## ASSIGNMENT
Identify and pull out each line of the entries in which "then" occurs.

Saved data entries
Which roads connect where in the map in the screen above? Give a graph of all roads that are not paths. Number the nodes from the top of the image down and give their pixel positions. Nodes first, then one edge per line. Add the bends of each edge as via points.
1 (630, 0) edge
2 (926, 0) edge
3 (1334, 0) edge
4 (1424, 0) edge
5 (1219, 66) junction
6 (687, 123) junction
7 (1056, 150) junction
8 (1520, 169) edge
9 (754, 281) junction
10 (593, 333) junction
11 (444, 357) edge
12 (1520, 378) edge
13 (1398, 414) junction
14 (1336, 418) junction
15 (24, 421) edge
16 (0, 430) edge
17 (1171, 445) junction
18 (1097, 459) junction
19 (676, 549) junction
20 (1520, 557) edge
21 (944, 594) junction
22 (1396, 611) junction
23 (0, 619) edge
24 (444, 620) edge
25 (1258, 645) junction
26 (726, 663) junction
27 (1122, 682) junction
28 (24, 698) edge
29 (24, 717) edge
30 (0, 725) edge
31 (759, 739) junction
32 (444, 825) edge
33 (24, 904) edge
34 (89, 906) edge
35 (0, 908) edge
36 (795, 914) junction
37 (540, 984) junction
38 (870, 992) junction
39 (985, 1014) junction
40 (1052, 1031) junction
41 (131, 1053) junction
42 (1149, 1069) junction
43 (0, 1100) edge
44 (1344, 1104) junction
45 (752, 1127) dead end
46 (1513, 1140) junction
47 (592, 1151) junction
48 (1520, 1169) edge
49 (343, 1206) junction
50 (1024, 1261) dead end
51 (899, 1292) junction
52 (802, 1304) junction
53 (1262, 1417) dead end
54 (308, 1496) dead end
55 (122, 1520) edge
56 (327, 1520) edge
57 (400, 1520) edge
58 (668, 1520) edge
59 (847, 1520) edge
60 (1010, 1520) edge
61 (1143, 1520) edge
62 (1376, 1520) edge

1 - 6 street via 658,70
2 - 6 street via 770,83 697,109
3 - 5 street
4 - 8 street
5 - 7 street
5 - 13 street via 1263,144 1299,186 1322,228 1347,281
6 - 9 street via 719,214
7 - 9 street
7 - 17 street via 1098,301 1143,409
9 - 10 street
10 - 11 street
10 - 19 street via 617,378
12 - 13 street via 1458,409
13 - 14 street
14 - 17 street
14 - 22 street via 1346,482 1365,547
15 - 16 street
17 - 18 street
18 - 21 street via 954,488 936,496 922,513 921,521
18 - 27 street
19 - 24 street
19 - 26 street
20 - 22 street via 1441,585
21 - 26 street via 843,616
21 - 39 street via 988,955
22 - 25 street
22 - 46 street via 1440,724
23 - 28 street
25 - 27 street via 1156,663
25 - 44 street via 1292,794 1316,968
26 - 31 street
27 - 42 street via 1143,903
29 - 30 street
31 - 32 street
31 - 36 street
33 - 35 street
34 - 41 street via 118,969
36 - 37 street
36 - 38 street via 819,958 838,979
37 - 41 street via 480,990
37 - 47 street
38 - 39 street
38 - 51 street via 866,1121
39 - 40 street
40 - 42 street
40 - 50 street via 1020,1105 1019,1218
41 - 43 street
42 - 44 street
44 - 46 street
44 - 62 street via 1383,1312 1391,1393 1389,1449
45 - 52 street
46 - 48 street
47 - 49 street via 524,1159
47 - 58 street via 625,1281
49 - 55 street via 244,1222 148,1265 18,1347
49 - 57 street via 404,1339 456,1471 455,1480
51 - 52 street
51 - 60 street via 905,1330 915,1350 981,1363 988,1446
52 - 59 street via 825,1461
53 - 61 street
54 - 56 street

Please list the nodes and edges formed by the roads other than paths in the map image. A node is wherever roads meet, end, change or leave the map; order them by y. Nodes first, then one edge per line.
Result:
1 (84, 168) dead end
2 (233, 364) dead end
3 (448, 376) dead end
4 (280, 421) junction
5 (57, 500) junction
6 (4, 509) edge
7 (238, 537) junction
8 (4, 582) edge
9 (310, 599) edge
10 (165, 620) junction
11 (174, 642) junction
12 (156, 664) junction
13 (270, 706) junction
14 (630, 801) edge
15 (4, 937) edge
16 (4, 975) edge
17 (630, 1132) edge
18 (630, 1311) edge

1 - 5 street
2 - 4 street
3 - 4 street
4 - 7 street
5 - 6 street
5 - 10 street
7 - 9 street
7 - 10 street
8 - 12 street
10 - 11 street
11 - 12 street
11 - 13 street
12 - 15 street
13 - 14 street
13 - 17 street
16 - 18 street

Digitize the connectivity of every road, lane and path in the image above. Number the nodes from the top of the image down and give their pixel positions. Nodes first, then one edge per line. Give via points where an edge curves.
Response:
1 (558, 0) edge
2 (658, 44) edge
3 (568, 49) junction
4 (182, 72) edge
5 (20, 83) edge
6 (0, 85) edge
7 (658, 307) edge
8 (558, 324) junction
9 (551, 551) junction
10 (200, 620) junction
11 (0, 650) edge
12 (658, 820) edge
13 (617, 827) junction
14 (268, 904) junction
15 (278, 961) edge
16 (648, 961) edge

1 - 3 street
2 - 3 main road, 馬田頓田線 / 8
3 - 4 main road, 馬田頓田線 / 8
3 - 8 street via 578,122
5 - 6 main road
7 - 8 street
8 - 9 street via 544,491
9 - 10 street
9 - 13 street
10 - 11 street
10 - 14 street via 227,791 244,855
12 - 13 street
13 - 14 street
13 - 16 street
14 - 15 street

## ANSWER TO THE PROBLEM
Which roads connect where in the map in the screen above? Give a graph of all roads that are not paths. Number the nodes from the top of the image down and give their pixel positions. Nodes first, then one edge per line. Add the bends of each edge as via points.
Please list the nodes and edges formed by the roads other than paths in the map image. A node is wherever roads meet, end, change or leave the map; order them by y. Nodes first, then one edge per line.
Digitize the connectivity of every road, lane and path in the image above. Number the nodes from the top of the image down and give their pixel positions. Nodes first, then one edge per line. Give via points where an edge curves.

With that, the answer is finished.